= Beginning of Section =

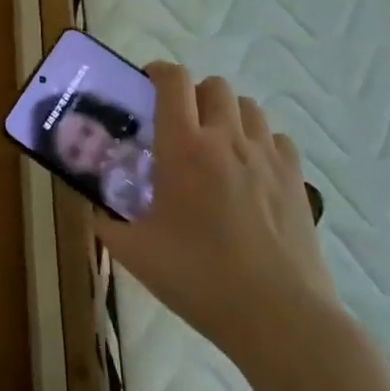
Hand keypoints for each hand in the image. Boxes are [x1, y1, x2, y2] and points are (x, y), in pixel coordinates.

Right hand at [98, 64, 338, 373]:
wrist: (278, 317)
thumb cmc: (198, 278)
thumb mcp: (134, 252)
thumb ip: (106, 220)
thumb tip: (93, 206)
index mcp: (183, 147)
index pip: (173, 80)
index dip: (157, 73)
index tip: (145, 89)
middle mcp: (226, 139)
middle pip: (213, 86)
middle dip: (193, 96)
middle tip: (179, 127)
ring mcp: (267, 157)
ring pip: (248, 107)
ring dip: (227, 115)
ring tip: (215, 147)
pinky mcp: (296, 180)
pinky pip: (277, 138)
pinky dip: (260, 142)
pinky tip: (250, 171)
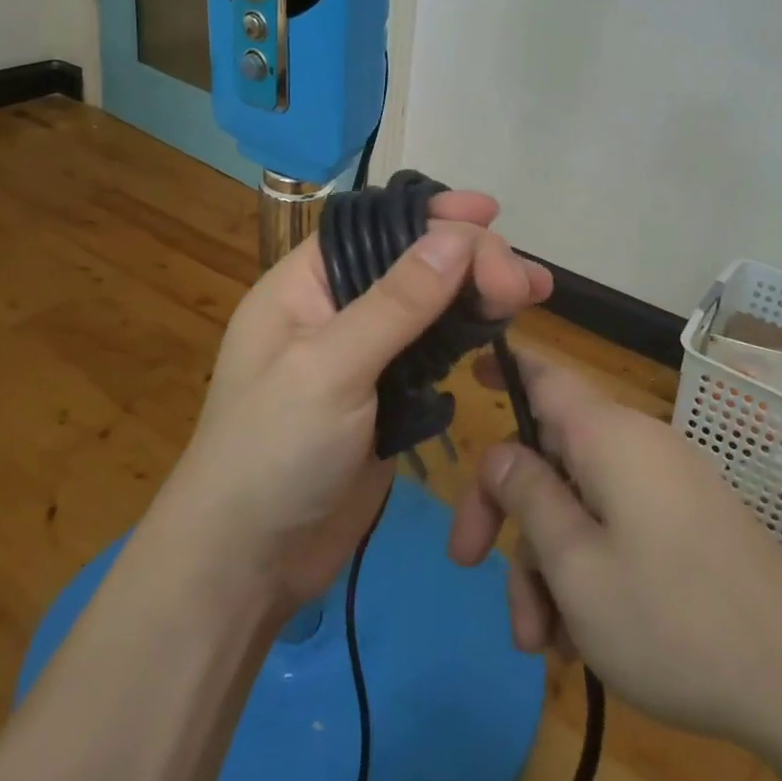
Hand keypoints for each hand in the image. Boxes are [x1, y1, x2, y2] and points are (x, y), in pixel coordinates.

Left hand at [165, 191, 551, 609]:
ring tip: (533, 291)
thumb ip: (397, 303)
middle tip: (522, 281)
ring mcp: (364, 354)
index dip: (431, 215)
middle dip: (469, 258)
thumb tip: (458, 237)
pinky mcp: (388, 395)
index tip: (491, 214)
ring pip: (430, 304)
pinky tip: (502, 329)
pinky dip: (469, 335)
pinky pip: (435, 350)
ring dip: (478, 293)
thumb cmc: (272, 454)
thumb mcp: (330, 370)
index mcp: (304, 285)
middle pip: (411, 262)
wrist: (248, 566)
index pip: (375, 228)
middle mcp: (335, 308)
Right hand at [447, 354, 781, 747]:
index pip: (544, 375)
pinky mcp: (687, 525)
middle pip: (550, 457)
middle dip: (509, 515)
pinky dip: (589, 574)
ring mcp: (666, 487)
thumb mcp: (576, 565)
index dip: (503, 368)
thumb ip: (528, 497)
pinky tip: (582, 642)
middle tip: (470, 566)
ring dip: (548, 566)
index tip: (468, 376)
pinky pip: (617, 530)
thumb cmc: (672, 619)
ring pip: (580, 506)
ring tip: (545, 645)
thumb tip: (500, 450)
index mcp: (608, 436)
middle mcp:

= End of Section =

**Exercise requirements:** None of the pictures belong in the copy; transcribe the rest of the data exactly.

**Output for this exercise:**
Hand keypoints for each hand in the image. Boxes are [x1, y1, x2, y2] and points are (x, y), in pixel coordinates.

Right hand at [98, 64, 338, 373]:
wrist: (278, 317)
thumb cmc: (198, 278)
thumb mcp: (134, 252)
thumb ip: (106, 220)
thumb tip: (93, 206)
index mcp: (183, 147)
index pip: (173, 80)
index dip: (157, 73)
index tip: (145, 89)
middle mcp: (226, 139)
middle pip: (213, 86)
middle dip: (193, 96)
middle tip: (179, 127)
ring mcp: (267, 157)
ring pip: (248, 107)
ring dip: (227, 115)
ring tip: (215, 147)
pinky mcp: (296, 180)
pinky pip: (277, 138)
pinky dip: (260, 142)
pinky tip: (250, 171)
Hand keypoints for each hand in the image. Boxes are [x1, y1, x2, y2] and points are (x, y), in pixel coordinates.

Left hand at [165, 191, 551, 609]:
ring tip: (533, 291)
thumb ip: (397, 303)
middle tip: (522, 281)
ring mcp: (364, 354)
index dip: (431, 215)
middle dip: (469, 258)
thumb tip: (458, 237)
pinky mcp: (388, 395)
index tip: (491, 214)
ring pip: (430, 304)
pinky tip: (502, 329)
pinky dip: (469, 335)
pinky pip: (435, 350)
ring dip: (478, 293)
thumb cmc: (272, 454)
thumb mcp: (330, 370)
index mcp: (304, 285)
middle pip: (411, 262)
wrist: (248, 566)
index pip: (375, 228)
middle mcp: (335, 308)
Right hand at [447, 354, 781, 747]:
index pip: (544, 375)
pinky mcp: (687, 525)
middle pip: (550, 457)
middle dip: (509, 515)
pinky dip: (589, 574)
ring mcp: (666, 487)
thumb mcp: (576, 565)
index dip: (503, 368)
thumb ip: (528, 497)
pinky tip: (582, 642)
middle tip: (470, 566)
ring dip: (548, 566)
index tip: (468, 376)
pinky pip: (617, 530)
thumb cmc: (672, 619)
ring pip: (580, 506)
ring tip: (545, 645)
thumb tip: (500, 450)
index mcp: (608, 436)
middle mcp:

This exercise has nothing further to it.